Go through the records below line by line. Count the lines with "Franje" and give the count alone.

-- THE DATA follows --

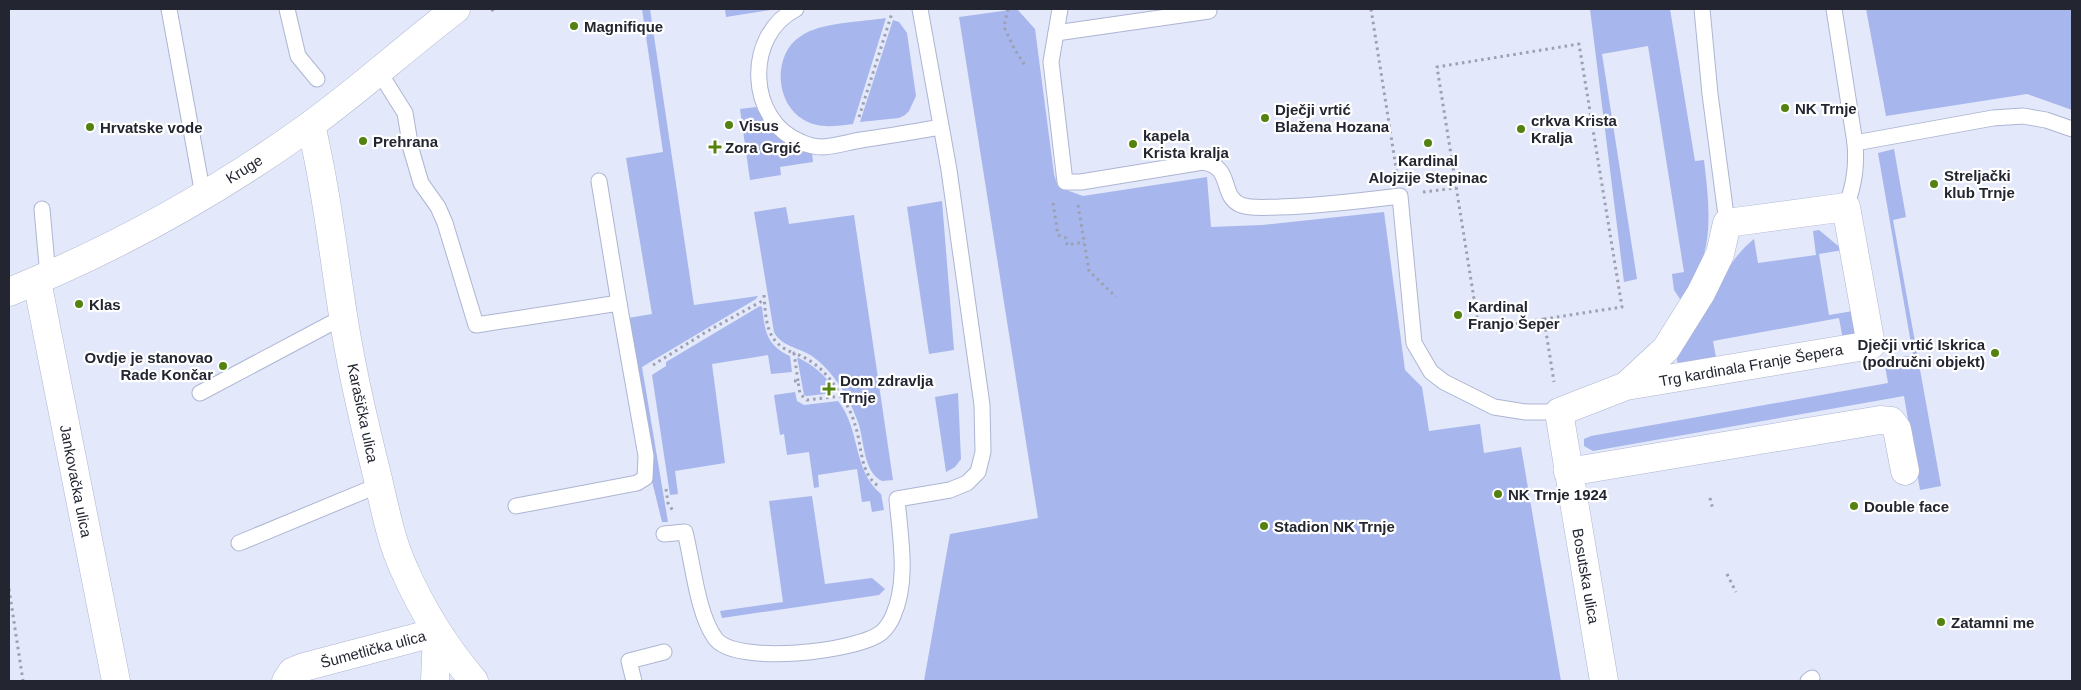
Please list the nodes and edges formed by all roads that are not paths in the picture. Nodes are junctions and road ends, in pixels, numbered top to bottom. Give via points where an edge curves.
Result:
1 (169, 9) edge
2 (287, 9) edge
3 (456, 9) edge
4 (796, 9) edge
5 (920, 9) edge
6 (1060, 9) edge
7 (1702, 9) edge
8 (1834, 9) edge
9 (1209, 11) dead end
10 (430, 18) edge
11 (1056, 33) junction
12 (378, 70) junction
13 (317, 79) dead end
14 (311, 125) junction
15 (940, 127) junction
16 (2072, 128) edge
17 (1855, 143) junction
18 (599, 181) dead end
19 (202, 195) junction
20 (1846, 207) junction
21 (42, 209) dead end
22 (1727, 223) junction
23 (42, 278) junction
24 (9, 292) edge
25 (619, 303) junction
26 (343, 317) junction
27 (1626, 386) junction
28 (200, 394) dead end
29 (1559, 412) junction
30 (1905, 471) dead end
31 (1568, 472) junction
32 (380, 485) junction
33 (516, 506) dead end
34 (664, 534) dead end
35 (239, 544) dead end
36 (437, 632) junction
37 (664, 652) dead end
38 (116, 681) edge
39 (286, 681) edge
40 (435, 681) edge
41 (474, 681) edge
42 (634, 681) edge
43 (1604, 681) edge

1 - 19 lane
2 - 13 lane via 298,56
3 - 10 street, Kruge
4 - 15 lane via 774,26 763,43 759,59 764,106 784,133 801,142 822,147
5 - 15 lane
6 - 11 lane
7 - 22 lane
8 - 17 lane
9 - 11 lane
10 - 12 street, Kruge
11 - 29 lane, Trg kardinala Franje Šepera via 1051,62 1065,182 1203,162 1219,168 1232,198 1251,207 1318,206 1400,196 1414,343 1432,372 1444,382 1494,407 1526,412
12 - 14 street, Kruge
12 - 25 lane via 405,113 421,182 438,207 476,325
14 - 19 street, Kruge
14 - 26 street, Karašička ulica via 324,185
15 - 34 lane via 982,404 983,452 978,472 967,483 950,490 897,499 902,577 893,616 882,632 857,643 802,653 734,650 716,640 702,612 685,532
16 - 17 lane via 2023,116 1993,118
17 - 20 lane via 1854,184
18 - 25 lane
19 - 23 street, Kruge
20 - 22 street
20 - 27 street, Trg kardinala Franje Šepera via 1871,345
21 - 23 lane
22 - 27 street, Trg kardinala Franje Šepera via 1720,254 1682,326 1666,349
23 - 24 street, Kruge
23 - 38 street, Jankovačka ulica
25 - 33 lane via 646,456 645,478 637,484
26 - 28 lane
26 - 32 street, Karašička ulica via 362,416
27 - 29 street, Trg kardinala Franje Šepera
29 - 31 street
30 - 31 street via 1897,429 1891,421 1880,420
31 - 43 street, Bosutska ulica
32 - 35 lane
32 - 36 street, Karašička ulica via 403,567
36 - 39 street, Šumetlička ulica via 304,667 292,672
36 - 40 street
36 - 41 street, Karašička ulica
37 - 42 lane via 629,660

-- THE DATA concluded --

:: RESPONSE AREA ::
4